───── Data supplied ─────

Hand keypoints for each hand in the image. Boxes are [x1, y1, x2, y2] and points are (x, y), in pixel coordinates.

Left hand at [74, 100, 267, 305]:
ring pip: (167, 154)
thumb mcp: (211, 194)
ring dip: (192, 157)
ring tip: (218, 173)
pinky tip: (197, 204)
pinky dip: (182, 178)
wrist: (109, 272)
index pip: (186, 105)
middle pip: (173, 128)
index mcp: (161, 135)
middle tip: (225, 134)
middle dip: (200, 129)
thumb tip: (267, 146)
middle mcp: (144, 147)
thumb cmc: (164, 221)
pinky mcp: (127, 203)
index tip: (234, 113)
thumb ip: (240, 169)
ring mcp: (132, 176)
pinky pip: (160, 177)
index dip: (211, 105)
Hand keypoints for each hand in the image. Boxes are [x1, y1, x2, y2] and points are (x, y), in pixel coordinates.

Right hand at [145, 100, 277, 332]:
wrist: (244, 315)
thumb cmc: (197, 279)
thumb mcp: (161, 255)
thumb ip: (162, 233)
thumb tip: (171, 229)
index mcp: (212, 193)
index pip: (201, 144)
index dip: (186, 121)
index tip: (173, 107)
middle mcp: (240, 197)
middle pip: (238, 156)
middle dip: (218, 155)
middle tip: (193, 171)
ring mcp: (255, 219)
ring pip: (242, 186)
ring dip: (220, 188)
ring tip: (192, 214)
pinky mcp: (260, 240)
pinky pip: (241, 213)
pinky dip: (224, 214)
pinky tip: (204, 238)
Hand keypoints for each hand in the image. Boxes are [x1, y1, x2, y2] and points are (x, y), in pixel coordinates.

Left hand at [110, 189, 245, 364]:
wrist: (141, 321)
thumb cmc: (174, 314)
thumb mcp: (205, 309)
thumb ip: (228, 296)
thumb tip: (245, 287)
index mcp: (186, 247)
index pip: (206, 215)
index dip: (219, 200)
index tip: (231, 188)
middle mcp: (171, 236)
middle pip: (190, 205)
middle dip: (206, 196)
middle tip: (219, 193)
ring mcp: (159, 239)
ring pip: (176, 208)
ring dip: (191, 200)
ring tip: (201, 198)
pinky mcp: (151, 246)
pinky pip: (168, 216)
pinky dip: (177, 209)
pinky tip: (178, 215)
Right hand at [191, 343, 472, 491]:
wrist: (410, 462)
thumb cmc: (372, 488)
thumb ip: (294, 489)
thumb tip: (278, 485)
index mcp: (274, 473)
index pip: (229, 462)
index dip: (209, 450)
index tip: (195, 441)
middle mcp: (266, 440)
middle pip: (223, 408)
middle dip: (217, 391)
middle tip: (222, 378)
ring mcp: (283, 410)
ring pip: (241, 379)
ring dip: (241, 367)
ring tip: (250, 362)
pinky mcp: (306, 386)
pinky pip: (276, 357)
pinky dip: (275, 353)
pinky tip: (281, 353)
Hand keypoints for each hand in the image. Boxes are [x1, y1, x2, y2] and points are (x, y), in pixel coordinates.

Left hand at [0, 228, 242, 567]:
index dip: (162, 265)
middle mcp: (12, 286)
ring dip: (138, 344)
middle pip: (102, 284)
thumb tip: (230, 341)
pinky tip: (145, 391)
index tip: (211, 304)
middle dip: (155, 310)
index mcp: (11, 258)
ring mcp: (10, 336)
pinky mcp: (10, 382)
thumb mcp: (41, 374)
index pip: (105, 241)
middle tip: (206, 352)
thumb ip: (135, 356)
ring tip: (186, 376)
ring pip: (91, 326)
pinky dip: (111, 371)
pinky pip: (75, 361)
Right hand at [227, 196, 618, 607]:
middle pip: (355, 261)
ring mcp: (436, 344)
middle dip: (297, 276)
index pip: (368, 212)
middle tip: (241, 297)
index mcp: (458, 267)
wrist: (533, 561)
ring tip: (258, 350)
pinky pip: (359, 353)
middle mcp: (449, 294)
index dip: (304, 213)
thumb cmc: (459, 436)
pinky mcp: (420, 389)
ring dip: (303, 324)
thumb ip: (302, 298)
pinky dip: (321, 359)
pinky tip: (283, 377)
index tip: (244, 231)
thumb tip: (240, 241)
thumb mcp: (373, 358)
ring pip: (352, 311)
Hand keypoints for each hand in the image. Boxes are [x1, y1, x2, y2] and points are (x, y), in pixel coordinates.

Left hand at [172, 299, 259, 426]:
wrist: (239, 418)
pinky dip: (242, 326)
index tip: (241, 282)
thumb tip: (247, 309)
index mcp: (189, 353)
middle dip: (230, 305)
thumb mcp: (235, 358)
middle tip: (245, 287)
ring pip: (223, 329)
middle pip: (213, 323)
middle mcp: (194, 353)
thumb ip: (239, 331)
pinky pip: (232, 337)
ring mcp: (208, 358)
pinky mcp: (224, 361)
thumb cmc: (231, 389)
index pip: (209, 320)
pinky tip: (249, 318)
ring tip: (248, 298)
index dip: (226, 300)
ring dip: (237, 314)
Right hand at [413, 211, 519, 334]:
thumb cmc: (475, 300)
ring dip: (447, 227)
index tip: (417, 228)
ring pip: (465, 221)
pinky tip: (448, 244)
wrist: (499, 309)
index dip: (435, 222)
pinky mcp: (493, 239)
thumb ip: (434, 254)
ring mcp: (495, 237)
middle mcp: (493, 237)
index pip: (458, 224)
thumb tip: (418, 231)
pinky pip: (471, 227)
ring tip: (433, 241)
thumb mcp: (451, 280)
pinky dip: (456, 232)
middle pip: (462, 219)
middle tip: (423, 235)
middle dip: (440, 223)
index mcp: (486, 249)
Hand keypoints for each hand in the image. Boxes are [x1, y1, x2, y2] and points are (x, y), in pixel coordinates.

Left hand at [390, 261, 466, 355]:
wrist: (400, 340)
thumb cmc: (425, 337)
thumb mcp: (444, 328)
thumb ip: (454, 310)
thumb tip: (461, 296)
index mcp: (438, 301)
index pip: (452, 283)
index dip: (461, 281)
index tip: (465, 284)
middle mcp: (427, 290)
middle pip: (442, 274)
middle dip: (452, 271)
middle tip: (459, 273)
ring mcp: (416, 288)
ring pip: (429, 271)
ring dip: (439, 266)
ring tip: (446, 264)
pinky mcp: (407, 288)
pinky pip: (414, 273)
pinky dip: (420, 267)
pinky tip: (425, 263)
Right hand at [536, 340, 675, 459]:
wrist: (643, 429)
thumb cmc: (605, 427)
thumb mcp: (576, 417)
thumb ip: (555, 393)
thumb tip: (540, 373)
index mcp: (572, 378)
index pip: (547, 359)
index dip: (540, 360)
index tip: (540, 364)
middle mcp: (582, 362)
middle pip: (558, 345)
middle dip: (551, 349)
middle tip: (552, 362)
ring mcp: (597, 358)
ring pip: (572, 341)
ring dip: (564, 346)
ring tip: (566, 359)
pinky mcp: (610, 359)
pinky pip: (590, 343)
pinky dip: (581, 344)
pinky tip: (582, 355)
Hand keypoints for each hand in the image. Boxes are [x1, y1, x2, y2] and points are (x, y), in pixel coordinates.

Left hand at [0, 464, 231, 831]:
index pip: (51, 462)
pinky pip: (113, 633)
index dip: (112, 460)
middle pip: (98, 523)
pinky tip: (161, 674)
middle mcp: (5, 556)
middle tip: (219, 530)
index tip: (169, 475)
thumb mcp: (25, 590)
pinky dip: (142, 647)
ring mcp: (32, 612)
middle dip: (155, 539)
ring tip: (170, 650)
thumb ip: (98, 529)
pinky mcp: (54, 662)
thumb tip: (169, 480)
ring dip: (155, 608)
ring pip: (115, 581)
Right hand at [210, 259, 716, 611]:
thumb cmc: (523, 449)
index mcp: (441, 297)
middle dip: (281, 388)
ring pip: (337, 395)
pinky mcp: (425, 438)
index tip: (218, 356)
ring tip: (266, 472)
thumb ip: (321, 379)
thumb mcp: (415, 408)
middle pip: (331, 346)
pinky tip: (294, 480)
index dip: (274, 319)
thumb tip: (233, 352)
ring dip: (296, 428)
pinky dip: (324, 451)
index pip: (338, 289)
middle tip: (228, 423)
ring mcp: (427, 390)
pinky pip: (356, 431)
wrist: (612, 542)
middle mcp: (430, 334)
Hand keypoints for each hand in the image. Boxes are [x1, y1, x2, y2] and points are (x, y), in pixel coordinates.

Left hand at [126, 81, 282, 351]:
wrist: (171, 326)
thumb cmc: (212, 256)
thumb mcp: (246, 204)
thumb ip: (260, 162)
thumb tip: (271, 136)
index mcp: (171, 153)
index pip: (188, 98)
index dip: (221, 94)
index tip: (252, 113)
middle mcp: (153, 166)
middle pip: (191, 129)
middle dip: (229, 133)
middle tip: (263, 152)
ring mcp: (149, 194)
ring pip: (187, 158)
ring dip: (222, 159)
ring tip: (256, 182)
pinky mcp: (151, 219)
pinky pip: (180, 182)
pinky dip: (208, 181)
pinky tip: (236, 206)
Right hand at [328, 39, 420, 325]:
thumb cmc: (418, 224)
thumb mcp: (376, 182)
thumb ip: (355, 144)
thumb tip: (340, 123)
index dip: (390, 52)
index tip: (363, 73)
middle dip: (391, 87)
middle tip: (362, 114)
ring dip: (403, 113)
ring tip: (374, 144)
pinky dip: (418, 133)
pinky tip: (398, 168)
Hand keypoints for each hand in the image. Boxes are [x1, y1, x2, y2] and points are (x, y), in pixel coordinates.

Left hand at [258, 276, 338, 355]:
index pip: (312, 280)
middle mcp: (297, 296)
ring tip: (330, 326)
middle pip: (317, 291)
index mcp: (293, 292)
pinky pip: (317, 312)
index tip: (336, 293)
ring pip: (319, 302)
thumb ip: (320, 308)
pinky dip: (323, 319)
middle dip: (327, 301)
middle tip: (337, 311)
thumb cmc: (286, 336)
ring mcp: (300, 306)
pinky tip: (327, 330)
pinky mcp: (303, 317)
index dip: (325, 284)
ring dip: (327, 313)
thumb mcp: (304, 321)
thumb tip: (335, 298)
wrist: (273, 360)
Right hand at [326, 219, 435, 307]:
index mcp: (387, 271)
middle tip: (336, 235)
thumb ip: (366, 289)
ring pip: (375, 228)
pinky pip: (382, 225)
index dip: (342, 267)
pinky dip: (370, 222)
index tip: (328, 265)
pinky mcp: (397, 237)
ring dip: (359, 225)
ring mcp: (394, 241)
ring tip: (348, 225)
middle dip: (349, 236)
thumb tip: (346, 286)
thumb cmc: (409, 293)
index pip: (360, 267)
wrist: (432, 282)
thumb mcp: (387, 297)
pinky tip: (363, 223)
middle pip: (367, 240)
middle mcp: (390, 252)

─────

**Exercise requirements**
Copy out each line of the data that holds the string "Right".

**Solution for this exercise**
Right hand at [145, 100, 277, 332]:
Right hand at [191, 343, 472, 491]:
Right hand at [227, 196, 618, 607]:
Right hand at [413, 211, 519, 334]:
Right hand at [536, 340, 675, 459]:
Right hand at [210, 259, 716, 611]:
Right hand at [328, 39, 420, 325]:
Right hand at [326, 219, 435, 307]:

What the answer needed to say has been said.